WORK ITEM: All that is needed is the listing, transcribed exactly and in full.

PROVIDED RECORDS:
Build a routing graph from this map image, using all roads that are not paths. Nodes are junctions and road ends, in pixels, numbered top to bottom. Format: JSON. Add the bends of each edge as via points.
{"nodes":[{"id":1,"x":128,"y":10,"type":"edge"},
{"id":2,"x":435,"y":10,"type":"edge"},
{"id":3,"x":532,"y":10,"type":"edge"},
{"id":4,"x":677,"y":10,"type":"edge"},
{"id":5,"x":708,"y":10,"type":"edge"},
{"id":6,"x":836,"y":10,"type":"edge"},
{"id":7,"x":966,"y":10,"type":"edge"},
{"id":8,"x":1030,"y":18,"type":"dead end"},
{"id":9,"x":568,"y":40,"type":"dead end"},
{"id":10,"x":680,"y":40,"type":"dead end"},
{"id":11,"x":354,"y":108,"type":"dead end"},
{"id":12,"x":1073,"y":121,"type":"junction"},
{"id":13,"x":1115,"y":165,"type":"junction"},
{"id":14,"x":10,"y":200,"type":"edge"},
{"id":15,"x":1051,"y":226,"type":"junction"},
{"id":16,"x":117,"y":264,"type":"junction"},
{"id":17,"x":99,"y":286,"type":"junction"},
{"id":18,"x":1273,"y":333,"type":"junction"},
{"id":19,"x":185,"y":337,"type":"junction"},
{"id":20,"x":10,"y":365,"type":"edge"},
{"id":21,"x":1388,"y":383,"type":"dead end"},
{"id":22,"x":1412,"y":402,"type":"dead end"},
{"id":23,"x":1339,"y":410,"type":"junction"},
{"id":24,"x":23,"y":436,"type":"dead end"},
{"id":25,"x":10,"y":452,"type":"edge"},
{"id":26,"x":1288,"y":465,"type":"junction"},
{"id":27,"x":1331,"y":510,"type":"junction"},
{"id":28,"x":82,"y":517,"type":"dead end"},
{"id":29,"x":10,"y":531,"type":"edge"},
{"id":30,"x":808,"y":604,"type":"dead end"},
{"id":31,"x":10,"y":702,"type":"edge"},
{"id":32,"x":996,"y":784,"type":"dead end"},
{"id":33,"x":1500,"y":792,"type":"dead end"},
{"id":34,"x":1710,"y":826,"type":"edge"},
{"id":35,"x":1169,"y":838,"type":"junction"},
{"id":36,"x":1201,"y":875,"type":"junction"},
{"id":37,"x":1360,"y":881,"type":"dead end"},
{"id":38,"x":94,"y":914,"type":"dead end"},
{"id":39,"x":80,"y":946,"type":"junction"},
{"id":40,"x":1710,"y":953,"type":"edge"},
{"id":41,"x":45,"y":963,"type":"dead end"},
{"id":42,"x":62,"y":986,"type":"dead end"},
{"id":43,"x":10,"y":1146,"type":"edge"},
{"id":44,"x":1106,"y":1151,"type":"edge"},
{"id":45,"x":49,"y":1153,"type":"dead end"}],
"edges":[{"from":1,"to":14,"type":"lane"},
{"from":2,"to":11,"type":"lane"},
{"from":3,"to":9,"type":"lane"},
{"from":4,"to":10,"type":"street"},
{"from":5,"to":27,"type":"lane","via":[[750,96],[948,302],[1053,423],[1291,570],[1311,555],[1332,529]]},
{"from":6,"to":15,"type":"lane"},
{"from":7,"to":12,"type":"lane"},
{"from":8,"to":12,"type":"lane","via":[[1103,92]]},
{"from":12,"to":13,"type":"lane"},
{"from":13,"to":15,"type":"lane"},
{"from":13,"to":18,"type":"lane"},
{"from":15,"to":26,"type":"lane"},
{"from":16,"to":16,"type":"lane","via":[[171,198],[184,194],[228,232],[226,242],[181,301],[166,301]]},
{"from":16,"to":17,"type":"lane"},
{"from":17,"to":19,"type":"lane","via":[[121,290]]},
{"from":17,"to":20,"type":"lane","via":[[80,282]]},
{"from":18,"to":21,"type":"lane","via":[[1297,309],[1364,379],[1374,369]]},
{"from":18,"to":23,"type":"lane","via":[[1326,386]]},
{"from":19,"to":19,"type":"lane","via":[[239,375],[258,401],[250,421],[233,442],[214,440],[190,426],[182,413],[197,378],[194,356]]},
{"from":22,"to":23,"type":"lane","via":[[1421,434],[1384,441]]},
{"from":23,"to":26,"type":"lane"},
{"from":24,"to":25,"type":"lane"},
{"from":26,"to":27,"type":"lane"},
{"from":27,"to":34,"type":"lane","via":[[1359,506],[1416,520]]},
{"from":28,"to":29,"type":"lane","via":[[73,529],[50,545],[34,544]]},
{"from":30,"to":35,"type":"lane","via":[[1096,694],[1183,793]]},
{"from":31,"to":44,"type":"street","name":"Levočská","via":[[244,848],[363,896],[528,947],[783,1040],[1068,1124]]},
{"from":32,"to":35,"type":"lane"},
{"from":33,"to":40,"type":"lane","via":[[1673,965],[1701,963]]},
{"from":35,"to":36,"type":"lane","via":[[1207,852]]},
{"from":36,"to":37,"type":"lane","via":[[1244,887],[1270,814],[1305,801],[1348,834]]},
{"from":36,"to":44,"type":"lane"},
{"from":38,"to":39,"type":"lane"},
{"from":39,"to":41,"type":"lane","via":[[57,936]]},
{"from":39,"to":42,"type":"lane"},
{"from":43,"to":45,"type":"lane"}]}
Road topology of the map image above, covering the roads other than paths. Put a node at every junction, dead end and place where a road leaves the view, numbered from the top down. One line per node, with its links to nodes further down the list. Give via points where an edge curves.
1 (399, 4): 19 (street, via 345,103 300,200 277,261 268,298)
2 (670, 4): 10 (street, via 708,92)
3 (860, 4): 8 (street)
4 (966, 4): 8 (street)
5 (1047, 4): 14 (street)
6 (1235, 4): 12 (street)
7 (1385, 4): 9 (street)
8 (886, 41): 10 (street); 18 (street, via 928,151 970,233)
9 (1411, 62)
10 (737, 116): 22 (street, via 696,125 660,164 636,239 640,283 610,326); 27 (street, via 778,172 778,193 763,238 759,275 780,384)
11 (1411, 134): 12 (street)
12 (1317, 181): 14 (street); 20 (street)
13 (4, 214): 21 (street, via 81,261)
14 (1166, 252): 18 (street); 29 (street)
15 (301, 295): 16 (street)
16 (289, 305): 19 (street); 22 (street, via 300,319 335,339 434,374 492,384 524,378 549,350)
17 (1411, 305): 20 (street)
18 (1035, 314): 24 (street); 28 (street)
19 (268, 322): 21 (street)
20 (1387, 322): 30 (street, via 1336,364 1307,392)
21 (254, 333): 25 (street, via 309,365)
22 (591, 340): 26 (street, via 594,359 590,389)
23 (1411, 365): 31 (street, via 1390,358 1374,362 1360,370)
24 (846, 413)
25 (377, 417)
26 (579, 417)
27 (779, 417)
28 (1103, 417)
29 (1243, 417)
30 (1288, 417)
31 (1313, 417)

RESPONSE TO THE EXERCISE:
Build a routing graph from this map image, using all roads that are not paths. Nodes are junctions and road ends, in pixels, numbered top to bottom. Format: JSON. Add the bends of each edge as via points.
{"nodes":[{"id":1,"x":128,"y":10,"type":"edge"},
{"id":2,"x":435,"y":10,"type":"edge"},
{"id":3,"x":532,"y":10,"type":"edge"},
{"id":4,"x":677,"y":10,"type":"edge"},
{"id":5,"x":708,"y":10,"type":"edge"},
{"id":6,"x":836,"y":10,"type":"edge"},
{"id":7,"x":966,"y":10,"type":"edge"},
{"id":8,"x":1030,"y":18,"type":"dead end"},
{"id":9,"x":568,"y":40,"type":"dead end"},
{"id":10,"x":680,"y":40,"type":"dead end"},
{"id":11,"x":354,"y":108,"type":"dead end"},
{"id":12,"x":1073,"y":121,"type":"junction"},
{"id":13,"x":1115,"y":165,"type":"junction"},
{"id":14,"x":10,"y":200,"type":"edge"},
{"id":15,"x":1051,"y":226,"type":"junction"},
{"id":16,"x":117,"y":264,"type":"junction"},
{"id":17,"x":99,"y":286,"type":"junction"},
{"id":18,"x":1273,"y":333,"type":"junction"},
{"id":19,"x":185,"y":337,"type":"junction"},
{"id":20,"x":10,"y":365,"type":"edge"},
{"id":21,"x":1388,"y":383,"type":"dead end"},
{"id":22,"x":1412,"y":402,"type":"dead end"},
{"id":23,"x":1339,"y":410,"type":"junction"},
{"id":24,"x":23,"y":436,"type":"dead end"},
{"id":25,"x":10,"y":452,"type":"edge"},
{"id":26,"x":1288,"y":465,"type":"junction"},
{"id":27,"x":1331,"y":510,"type":"junction"},
{"id":28,"x":82,"y":517,"type":"dead end"},
{"id":29,"x":10,"y":531,"type":"edge"},
{"id":30,"x":808,"y":604,"type":"dead end"},
{"id":31,"x":10,"y":702,"type":"edge"},
{"id":32,"x":996,"y":784,"type":"dead end"},
{"id":33,"x":1500,"y":792,"type":"dead end"},
{"id":34,"x":1710,"y":826,"type":"edge"},
{"id":35,"x":1169,"y":838,"type":"junction"},
{"id":36,"x":1201,"y":875,"type":"junction"},
{"id":37,"x":1360,"y":881,"type":"dead end"},
{"id":38,"x":94,"y":914,"type":"dead end"},
{"id":39,"x":80,"y":946,"type":"junction"},
{"id":40,"x":1710,"y":953,"type":"edge"},
{"id":41,"x":45,"y":963,"type":"dead end"},
{"id":42,"x":62,"y":986,"type":"dead end"},
{"id":43,"x":10,"y":1146,"type":"edge"},
{"id":44,"x":1106,"y":1151,"type":"edge"},
{"id":45,"x":49,"y":1153,"type":"dead end"}],
"edges":[{"from":1,"to":14,"type":"lane"},
{"from":2,"to":11,"type":"lane"},
{"from":3,"to":9,"type":"lane"},
{"from":4,"to":10,"type":"street"},
{"from":5,"to":27,"type":"lane","via":[[750,96],[948,302],[1053,423],[1291,570],[1311,555],[1332,529]]},
{"from":6,"to":15,"type":"lane"},
{"from":7,"to":12,"type":"lane"},
{"from":8,"to":12,"type":"lane","via":[[1103,92]]},
{"from":12,"to":13,"type":"lane"},
{"from":13,"to":15,"type":"lane"},
{"from":13,"to":18,"type":"lane"},
{"from":15,"to":26,"type":"lane"},
{"from":16,"to":16,"type":"lane","via":[[171,198],[184,194],[228,232],[226,242],[181,301],[166,301]]},
{"from":16,"to":17,"type":"lane"},
{"from":17,"to":19,"type":"lane","via":[[121,290]]},
{"from":17,"to":20,"type":"lane","via":[[80,282]]},
{"from":18,"to":21,"type":"lane","via":[[1297,309],[1364,379],[1374,369]]},
{"from":18,"to":23,"type":"lane","via":[[1326,386]]},
{"from":19,"to":19,"type":"lane","via":[[239,375],[258,401],[250,421],[233,442],[214,440],[190,426],[182,413],[197,378],[194,356]]},
{"from":22,"to":23,"type":"lane","via":[[1421,434],[1384,441]]},
{"from":23,"to":26,"type":"lane"},
{"from":24,"to":25,"type":"lane"},
{"from":26,"to":27,"type":"lane"},
{"from":27,"to":34,"type":"lane","via":[[1359,506],[1416,520]]},
{"from":28,"to":29,"type":"lane","via":[[73,529],[50,545],[34,544]]},
{"from":30,"to":35,"type":"lane","via":[[1096,694],[1183,793]]},
{"from":31,"to":44,"type":"street","name":"Levočská","via":[[244,848],[363,896],[528,947],[783,1040],[1068,1124]]},
{"from":32,"to":35,"type":"lane"},
{"from":33,"to":40,"type":"lane","via":[[1673,965],[1701,963]]},
{"from":35,"to":36,"type":"lane","via":[[1207,852]]},
{"from":36,"to":37,"type":"lane","via":[[1244,887],[1270,814],[1305,801],[1348,834]]},
{"from":36,"to":44,"type":"lane"},
{"from":38,"to":39,"type":"lane"},
{"from":39,"to":41,"type":"lane","via":[[57,936]]},
{"from":39,"to":42,"type":"lane"},
{"from":43,"to":45,"type":"lane"}]}
Road topology of the map image above, covering the roads other than paths. Put a node at every junction, dead end and place where a road leaves the view, numbered from the top down. One line per node, with its links to nodes further down the list. Give via points where an edge curves.
1 (399, 4): 19 (street, via 345,103 300,200 277,261 268,298)
2 (670, 4): 10 (street, via 708,92)
3 (860, 4): 8 (street)
4 (966, 4): 8 (street)
5 (1047, 4): 14 (street)
6 (1235, 4): 12 (street)
7 (1385, 4): 9 (street)
8 (886, 41): 10 (street); 18 (street, via 928,151 970,233)
9 (1411, 62)
10 (737, 116): 22 (street, via 696,125 660,164 636,239 640,283 610,326); 27 (street, via 778,172 778,193 763,238 759,275 780,384)
11 (1411, 134): 12 (street)
12 (1317, 181): 14 (street); 20 (street)
13 (4, 214): 21 (street, via 81,261)
14 (1166, 252): 18 (street); 29 (street)
15 (301, 295): 16 (street)
16 (289, 305): 19 (street); 22 (street, via 300,319 335,339 434,374 492,384 524,378 549,350)
17 (1411, 305): 20 (street)
18 (1035, 314): 24 (street); 28 (street)
19 (268, 322): 21 (street)
20 (1387, 322): 30 (street, via 1336,364 1307,392)
21 (254, 333): 25 (street, via 309,365)
22 (591, 340): 26 (street, via 594,359 590,389)
23 (1411, 365): 31 (street, via 1390,358 1374,362 1360,370)
24 (846, 413)
25 (377, 417)
26 (579, 417)
27 (779, 417)
28 (1103, 417)
29 (1243, 417)
30 (1288, 417)
31 (1313, 417)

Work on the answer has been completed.